[Stored data entries]

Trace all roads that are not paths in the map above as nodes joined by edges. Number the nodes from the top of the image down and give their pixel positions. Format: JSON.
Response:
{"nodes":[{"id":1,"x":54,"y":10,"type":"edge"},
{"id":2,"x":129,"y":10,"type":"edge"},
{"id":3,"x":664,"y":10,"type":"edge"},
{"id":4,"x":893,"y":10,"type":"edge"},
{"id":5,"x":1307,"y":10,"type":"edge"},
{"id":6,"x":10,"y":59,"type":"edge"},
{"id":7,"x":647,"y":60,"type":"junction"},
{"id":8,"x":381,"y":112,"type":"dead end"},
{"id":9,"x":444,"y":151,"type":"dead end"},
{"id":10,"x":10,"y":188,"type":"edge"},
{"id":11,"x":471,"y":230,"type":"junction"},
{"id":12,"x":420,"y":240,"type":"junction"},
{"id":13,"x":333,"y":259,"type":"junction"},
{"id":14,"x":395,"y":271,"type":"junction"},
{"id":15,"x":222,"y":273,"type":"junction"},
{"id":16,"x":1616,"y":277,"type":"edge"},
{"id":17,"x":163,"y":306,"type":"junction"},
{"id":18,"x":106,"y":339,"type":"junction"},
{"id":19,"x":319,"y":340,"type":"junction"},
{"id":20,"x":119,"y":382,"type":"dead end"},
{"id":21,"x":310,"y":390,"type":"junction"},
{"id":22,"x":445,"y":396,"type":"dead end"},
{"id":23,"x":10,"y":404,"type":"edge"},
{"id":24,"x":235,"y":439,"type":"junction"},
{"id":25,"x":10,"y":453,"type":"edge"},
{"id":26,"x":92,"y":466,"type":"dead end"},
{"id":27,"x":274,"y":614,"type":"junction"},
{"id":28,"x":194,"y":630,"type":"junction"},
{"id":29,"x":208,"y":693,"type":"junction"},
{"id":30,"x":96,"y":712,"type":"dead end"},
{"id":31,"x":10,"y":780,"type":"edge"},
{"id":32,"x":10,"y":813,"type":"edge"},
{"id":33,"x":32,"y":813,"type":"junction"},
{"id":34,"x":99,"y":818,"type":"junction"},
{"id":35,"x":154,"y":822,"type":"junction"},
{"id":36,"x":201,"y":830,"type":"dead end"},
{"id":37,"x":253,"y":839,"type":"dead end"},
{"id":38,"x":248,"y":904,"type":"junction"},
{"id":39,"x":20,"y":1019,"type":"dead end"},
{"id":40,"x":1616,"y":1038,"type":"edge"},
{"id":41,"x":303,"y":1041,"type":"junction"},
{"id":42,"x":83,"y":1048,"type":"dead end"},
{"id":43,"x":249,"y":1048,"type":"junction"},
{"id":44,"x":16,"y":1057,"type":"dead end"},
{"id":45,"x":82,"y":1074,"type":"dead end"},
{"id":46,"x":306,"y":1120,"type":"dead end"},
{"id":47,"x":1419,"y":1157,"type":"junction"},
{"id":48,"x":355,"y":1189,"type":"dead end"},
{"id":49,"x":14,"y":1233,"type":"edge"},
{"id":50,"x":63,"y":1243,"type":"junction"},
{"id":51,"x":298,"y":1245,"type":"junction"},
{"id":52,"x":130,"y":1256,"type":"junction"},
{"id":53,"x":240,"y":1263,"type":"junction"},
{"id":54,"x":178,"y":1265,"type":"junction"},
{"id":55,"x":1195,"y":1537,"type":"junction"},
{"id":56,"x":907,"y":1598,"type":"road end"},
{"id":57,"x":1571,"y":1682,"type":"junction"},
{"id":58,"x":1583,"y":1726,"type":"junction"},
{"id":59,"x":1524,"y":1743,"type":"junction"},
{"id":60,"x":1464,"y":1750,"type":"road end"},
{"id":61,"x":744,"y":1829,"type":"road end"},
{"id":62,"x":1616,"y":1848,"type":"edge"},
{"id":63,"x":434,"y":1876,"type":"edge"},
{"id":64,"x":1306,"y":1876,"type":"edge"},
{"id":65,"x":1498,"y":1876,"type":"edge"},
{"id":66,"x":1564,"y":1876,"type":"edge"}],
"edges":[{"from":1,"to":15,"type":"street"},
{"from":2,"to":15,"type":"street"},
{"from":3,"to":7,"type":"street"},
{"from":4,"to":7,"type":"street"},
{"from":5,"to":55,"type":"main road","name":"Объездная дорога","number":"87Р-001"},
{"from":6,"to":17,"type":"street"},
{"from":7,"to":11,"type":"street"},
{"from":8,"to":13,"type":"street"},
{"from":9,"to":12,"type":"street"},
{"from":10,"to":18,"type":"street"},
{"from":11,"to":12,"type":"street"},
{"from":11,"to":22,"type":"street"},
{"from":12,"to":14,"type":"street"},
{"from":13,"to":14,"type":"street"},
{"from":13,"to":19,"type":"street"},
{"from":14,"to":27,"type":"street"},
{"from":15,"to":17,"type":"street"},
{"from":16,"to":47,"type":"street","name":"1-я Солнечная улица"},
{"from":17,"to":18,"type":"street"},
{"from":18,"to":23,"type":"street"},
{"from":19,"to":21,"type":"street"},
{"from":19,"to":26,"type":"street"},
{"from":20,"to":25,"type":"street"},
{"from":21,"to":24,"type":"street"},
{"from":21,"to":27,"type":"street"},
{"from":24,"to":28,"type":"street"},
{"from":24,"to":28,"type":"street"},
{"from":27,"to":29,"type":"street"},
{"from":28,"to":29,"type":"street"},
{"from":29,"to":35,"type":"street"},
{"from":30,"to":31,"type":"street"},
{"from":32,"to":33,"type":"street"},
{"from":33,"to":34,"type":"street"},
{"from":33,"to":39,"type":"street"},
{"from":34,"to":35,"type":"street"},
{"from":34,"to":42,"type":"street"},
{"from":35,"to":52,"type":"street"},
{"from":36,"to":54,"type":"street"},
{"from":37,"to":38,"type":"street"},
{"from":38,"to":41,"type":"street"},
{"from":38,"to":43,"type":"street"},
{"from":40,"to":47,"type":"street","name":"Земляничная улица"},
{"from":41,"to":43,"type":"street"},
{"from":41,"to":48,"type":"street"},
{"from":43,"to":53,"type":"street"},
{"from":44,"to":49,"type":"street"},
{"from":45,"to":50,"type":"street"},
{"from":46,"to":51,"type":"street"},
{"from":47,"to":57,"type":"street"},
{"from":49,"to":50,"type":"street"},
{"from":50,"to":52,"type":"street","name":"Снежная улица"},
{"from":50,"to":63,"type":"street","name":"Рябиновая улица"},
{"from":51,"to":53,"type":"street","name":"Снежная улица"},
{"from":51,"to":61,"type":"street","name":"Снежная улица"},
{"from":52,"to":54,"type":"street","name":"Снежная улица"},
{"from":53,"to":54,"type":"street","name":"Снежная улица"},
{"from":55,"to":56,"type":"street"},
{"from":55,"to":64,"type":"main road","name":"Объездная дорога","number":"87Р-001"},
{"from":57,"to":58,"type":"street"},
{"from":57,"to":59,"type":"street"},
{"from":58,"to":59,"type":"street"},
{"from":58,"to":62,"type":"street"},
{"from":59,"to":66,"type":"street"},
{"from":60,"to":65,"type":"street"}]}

## TASK TO CARRY OUT
Search the data for "Объездная". Copy every matching line.

## TASK RESPONSE
{"from":5,"to":55,"type":"main road","name":"Объездная дорога","number":"87Р-001"},
{"from":55,"to":64,"type":"main road","name":"Объездная дорога","number":"87Р-001"},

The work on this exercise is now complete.